Abstract
Purpose :
To develop ocular inserts comprised of polyvinyl alcohol (PVA) and gelatin methacrylate (GelMA), using 3D printing technology.
Methods :
Inserts were synthesized using a bioink formulation consisting of 10% (w/v) GelMA, 5% (w/v) and 7.5% (w/v) PVA, 0.6% (w/v) lithium phenyl-2,4,6-trimethylbenzoylphosphinate (LAP), and 5% (v/v) yellow dye as a light absorbing agent to improve print resolution. They had a 4mm diameter, 1mm thickness and were fabricated using a commercial masked-stereolithography (mSLA) 3D printer at 95% humidity and 37°C temperature. Morphology of the inserts was investigated by freeze-drying samples and imaging them using a scanning electron microscope (SEM). Release of PVA over 5 hours was studied by incubating at 35°C in PBS in an incubator shaker at 50rpm.

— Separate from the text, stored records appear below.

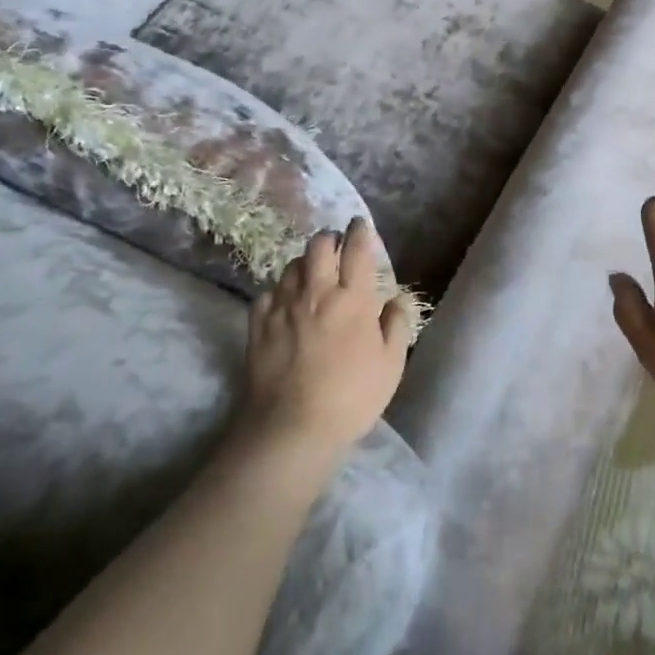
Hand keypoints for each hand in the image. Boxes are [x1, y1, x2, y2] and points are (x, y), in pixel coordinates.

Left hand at [241, 218, 408, 458]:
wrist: (291, 428)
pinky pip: (267, 294)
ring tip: (310, 275)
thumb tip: (396, 299)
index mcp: (353, 298)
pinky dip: (278, 292)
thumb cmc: (350, 398)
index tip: (360, 225)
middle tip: (335, 247)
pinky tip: (284, 304)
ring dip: (304, 264)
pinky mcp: (257, 325)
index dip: (360, 231)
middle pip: (318, 246)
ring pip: (291, 265)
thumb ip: (396, 326)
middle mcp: (317, 292)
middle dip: (328, 239)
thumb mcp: (390, 365)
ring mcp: (283, 307)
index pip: (357, 249)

The hydrogel samples were freeze dried and their equilibrium swelling was studied in PBS using gravimetric method.
Results :
The PVA-loaded ocular inserts were 3D printed within 30 minutes. SEM images showed that 7.5% PVA loaded inserts had more uniform pore size distribution compared to the gels with no PVA. Approximately 37% of PVA was released within the first 2 hrs from the inserts containing PVA, and the release continued up to approximately 4 hrs before reaching a plateau. The release kinetics can be attributed primarily due to passive diffusion. The swelling curves of these hydrogels suggest that they reach equilibrium swelling within 24hr. From the slope of the swelling curve in the first hour, it can be inferred that swelling happens at a slower rate for GelMA/PVA compared to GelMA alone. This slower swelling rate helps to control the release and supports a sustained release of PVA from the combination.
Conclusions :
This study showed that a GelMA-PVA based bioink can be used to 3D print ocular inserts that can release PVA for up to 4 hours. Future work will focus on designing 3D scaffolds to increase the release duration of PVA from these gels.
This abstract was presented at the 2024 ARVO Annual Meeting, held in Seattle, WA, May 5-9, 2024.